[WORK ITEM]: Below this line are records; transcribe exactly the lines between the one holding "pinky tip: (1293, 601)" and the one holding "index tip: (254, 149)", inclusive, and omit the pictures.

[RECORD EXTRACTS]:
□ □ □ □ □

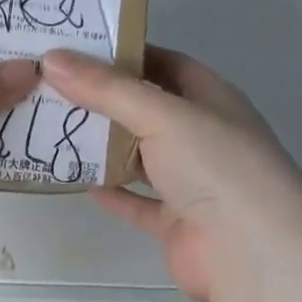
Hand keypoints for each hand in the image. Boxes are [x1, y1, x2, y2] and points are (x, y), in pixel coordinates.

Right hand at [43, 46, 301, 301]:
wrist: (249, 251)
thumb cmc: (214, 166)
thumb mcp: (161, 115)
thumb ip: (107, 90)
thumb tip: (52, 59)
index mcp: (210, 99)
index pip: (165, 65)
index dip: (125, 54)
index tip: (76, 50)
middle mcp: (202, 136)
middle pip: (147, 111)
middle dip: (104, 101)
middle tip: (52, 89)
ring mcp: (191, 182)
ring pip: (141, 157)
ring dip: (104, 147)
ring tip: (55, 131)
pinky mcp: (176, 222)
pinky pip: (138, 202)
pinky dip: (113, 193)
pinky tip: (79, 182)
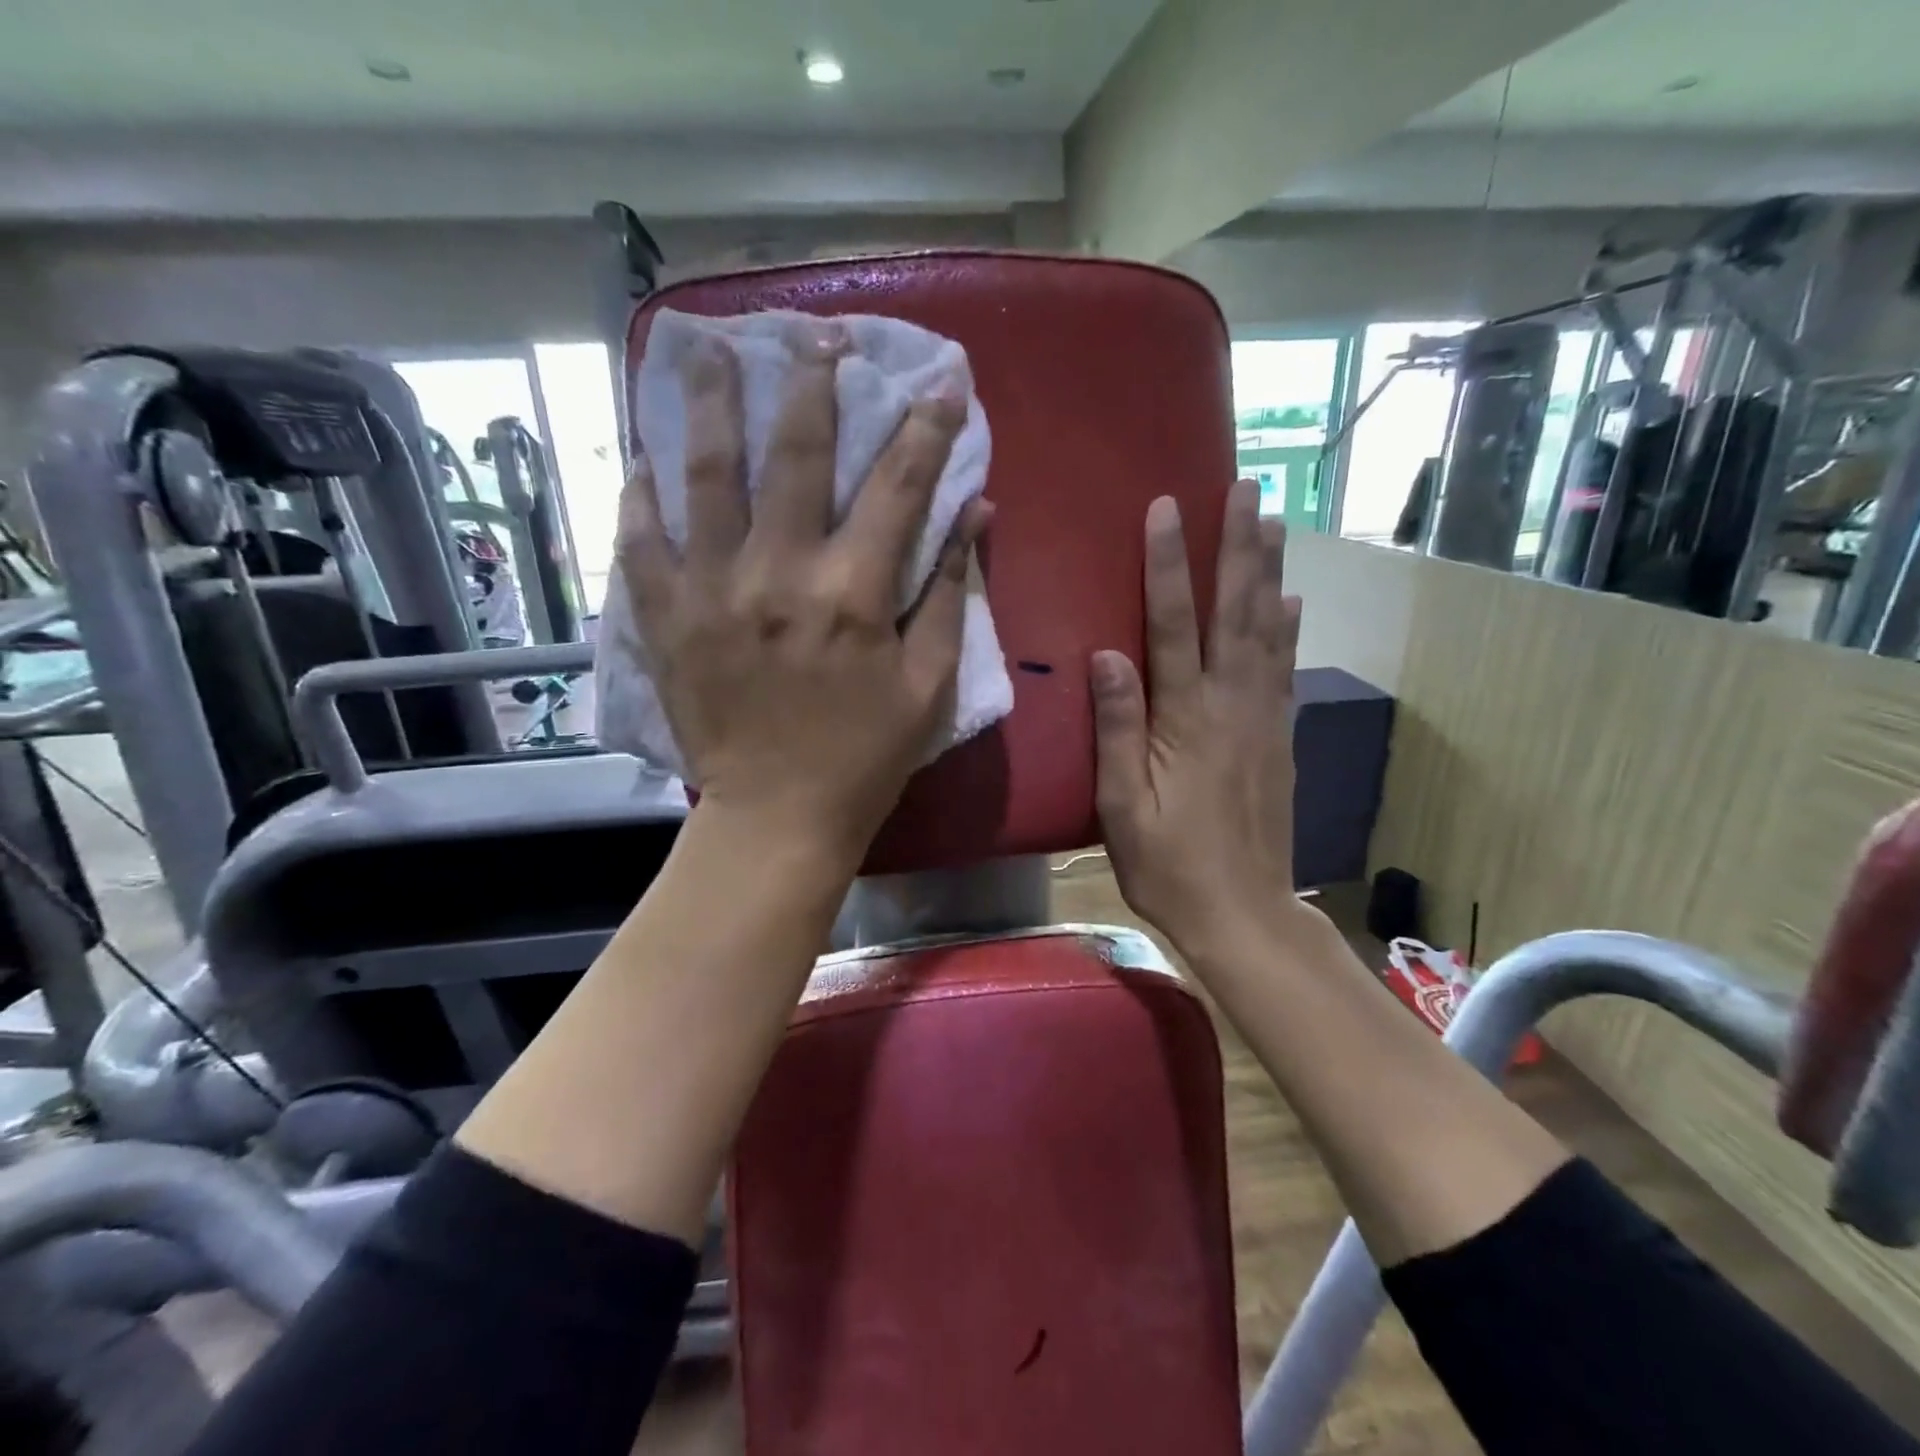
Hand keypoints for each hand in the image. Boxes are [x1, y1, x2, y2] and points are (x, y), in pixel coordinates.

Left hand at [617, 320, 990, 864]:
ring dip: (711, 406)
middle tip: (818, 332)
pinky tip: (641, 453)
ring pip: (706, 476)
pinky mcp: (666, 619)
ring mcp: (712, 592)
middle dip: (813, 384)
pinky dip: (640, 493)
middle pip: (796, 455)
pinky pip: (642, 541)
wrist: (777, 817)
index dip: (925, 428)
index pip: (898, 487)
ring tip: (710, 350)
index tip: (942, 383)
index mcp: (854, 595)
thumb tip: (975, 516)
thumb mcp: (930, 686)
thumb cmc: (867, 758)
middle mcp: (779, 575)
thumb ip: (951, 595)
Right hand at [1091, 479, 1315, 959]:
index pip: (1175, 624)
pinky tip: (1293, 601)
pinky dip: (1291, 627)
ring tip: (1275, 521)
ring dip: (1270, 572)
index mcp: (1187, 719)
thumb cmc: (1168, 864)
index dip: (1171, 564)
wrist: (1243, 913)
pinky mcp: (1280, 738)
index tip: (1169, 507)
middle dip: (1239, 546)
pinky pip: (1286, 669)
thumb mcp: (1122, 807)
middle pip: (1237, 611)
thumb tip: (1107, 655)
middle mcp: (1233, 705)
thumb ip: (1118, 728)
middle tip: (1248, 488)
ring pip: (1270, 630)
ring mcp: (1264, 719)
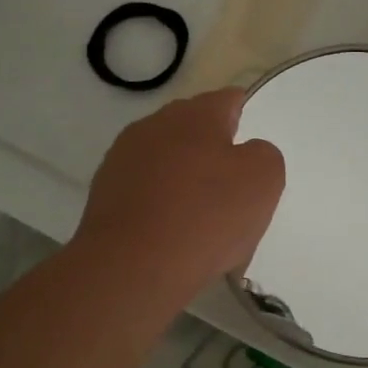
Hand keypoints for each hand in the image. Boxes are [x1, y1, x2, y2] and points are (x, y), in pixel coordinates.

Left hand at [74, 89, 285, 304]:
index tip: (254, 149)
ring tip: (202, 219)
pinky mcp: (104, 193)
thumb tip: (244, 154)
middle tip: (233, 189)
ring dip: (184, 179)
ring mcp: (122, 158)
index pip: (228, 100)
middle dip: (213, 152)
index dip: (245, 119)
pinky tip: (172, 235)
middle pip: (194, 130)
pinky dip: (160, 205)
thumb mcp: (263, 180)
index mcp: (195, 114)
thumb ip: (263, 154)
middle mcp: (154, 125)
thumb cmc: (206, 216)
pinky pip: (145, 191)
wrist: (131, 267)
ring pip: (166, 161)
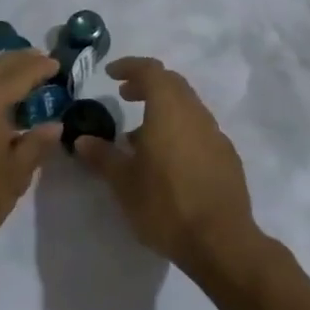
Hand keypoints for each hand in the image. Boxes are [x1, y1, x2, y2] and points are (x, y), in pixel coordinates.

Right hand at [71, 57, 259, 274]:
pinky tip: (167, 160)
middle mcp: (196, 114)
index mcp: (169, 110)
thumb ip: (102, 156)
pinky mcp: (227, 157)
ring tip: (140, 136)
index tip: (111, 74)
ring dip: (163, 110)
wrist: (221, 242)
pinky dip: (180, 130)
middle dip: (147, 84)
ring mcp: (216, 135)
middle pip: (172, 84)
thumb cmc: (165, 205)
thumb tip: (83, 140)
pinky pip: (199, 130)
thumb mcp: (124, 183)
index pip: (151, 71)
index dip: (130, 66)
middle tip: (124, 96)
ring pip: (188, 107)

□ □ □ □ □

[THE ANSWER]:
pinky tip: (1293, 601)
pinky dip: (1291, 627)
ring tip: (1275, 521)
ring dip: (1270, 572)
index mcp: (1187, 719)
thumb cmc: (1168, 864)
index dip: (1171, 564)
wrist: (1243, 913)
pinky mcp: (1280, 738)
index tip: (1169, 507)
middle dip: (1239, 546)
pinky pip: (1286, 669)
thumb mcp: (1122, 807)
middle pip: (1237, 611)
thumb tip: (1107, 655)
middle mcp: (1233, 705)
thumb ip: (1118, 728)
middle tip: (1248, 488)
ring pip: (1270, 630)
ring mcp: (1264, 719)
Hand keypoints for each hand in the image. Boxes are [x1, y1, x2, y2] and points are (x, y), in pixel coordinates.

Left hand at [74, 89, 285, 304]:
index tip: (254, 149)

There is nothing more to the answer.